Type: Oral Abstract Session

Presentation Details

Session Title: New Technologies for Gene Targeting and Gene Correction






In the last decade, CRISPR-based therapies have made tremendous progress in cell therapy applications and selected diseases that can be targeted in the liver. However, correcting the vast majority of genetic diseases outside the liver has remained challenging due to the large size of the original CRISPR systems, such as Cas9 and Cas12a. Ultracompact CRISPR systems present an opportunity to overcome the challenge of in vivo delivery, enabling single-AAV delivery of genome editors, including next-gen editing techniques such as epigenetic editing, reverse transcriptase editing, and base editing.
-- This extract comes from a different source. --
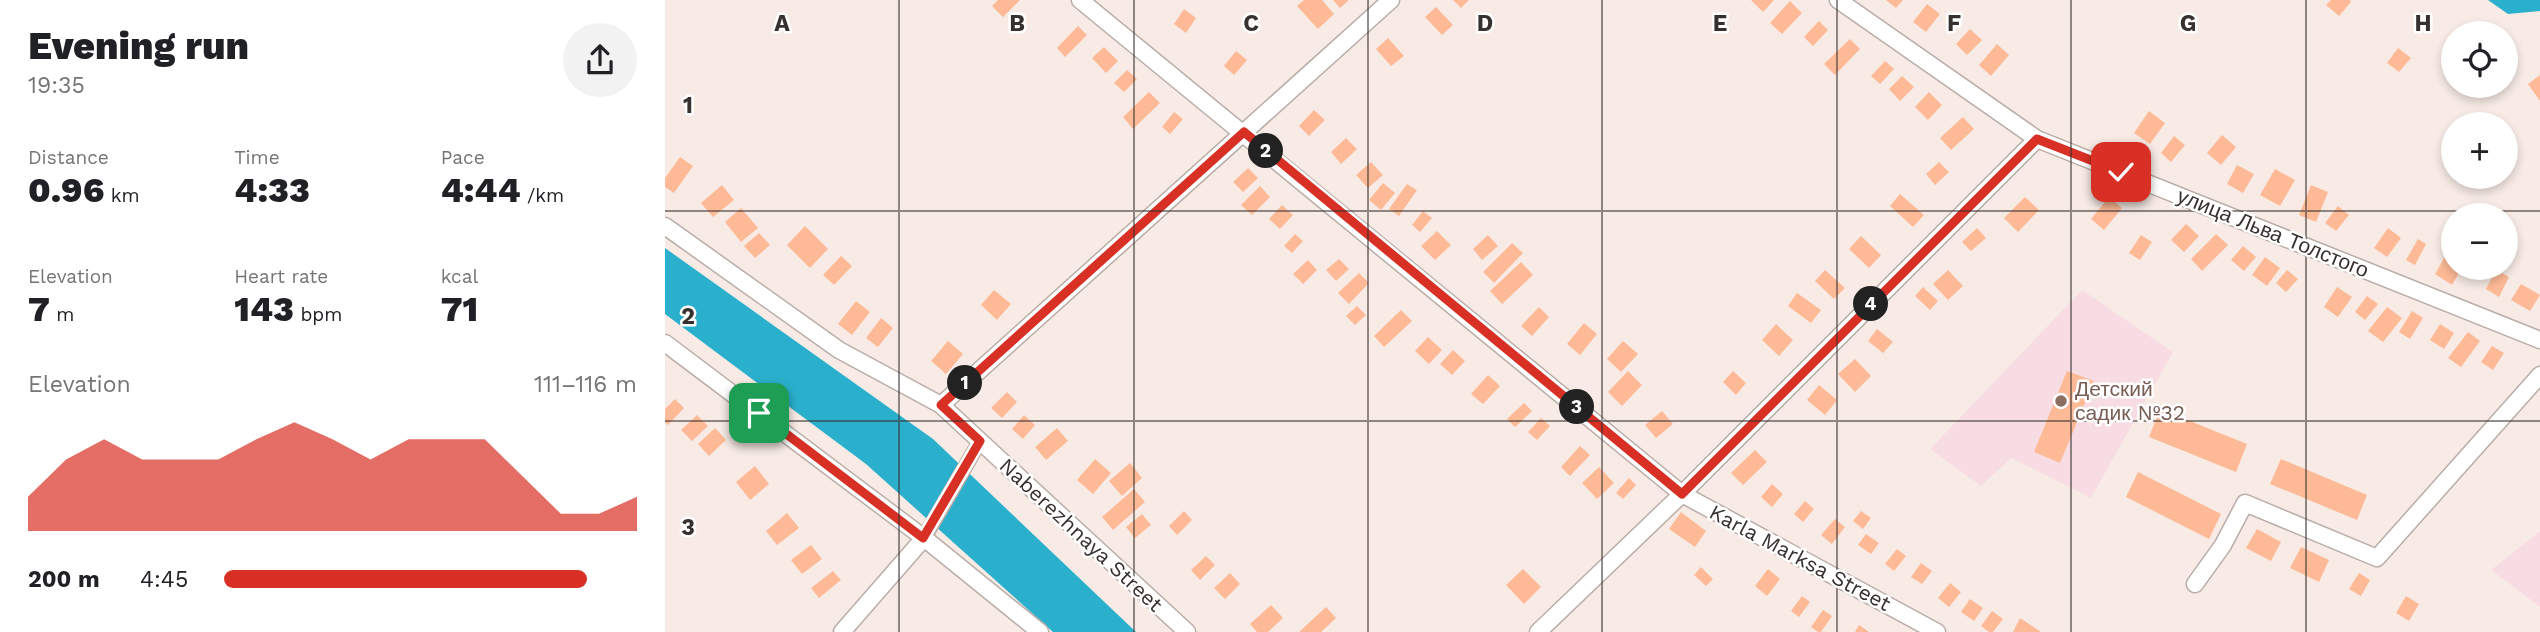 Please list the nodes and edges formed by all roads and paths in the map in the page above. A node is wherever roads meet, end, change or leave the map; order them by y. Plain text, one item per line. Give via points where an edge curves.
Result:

Although many compact CRISPR systems have been described, their application to therapeutic targets has been limited due to challenges in matching the efficacy of larger systems. Here, we describe the discovery of a novel ultracompact CRISPR platform and show it is a potent genome editor in vivo in mouse and nonhuman primate models. Through high-throughput screening of natural variants, extensive protein engineering, and guide optimization, we optimize this platform for robust editing with both AAV and LNP delivery. This ultracompact CRISPR system was effectively used to target the APOC3 gene, a key player in triglyceride metabolism, offering promising therapeutic potential for durable treatment of severe hypertriglyceridemia. In vivo studies in humanized mouse models demonstrated an 80% reduction in triglyceride levels. Complementing these findings, our nonhuman primate studies further confirmed significant genetic editing of APOC3 with no major safety concerns observed. In addition, we provide an update on leveraging these ultracompact CRISPR systems for single AAV delivery of epigenetic editing for muscular dystrophy. These results underscore the potential of ultracompact CRISPR systems for precise and efficient gene editing applications in diverse conditions and to enable single-aav compatible next-gen editing approaches such as epigenetic editing.

Plain Language Summary

Our study introduces a new, smaller version of the CRISPR gene editing tool, specifically designed to be easier to deliver inside the body. This tool was tested in mice and monkeys to target a gene linked to triglyceride levels in the blood. Triglycerides are a type of fat, and high levels can lead to health problems. The results were promising: in mice, triglyceride levels dropped by 80%. The tests in monkeys also showed effective gene editing without major safety issues. Additionally, we explored using this smaller CRISPR system to potentially treat diseases in the muscle through a different type of gene editing. This research shows the potential of our new CRISPR tool in treating diseases related to genes, like high triglyceride levels and muscular dystrophy.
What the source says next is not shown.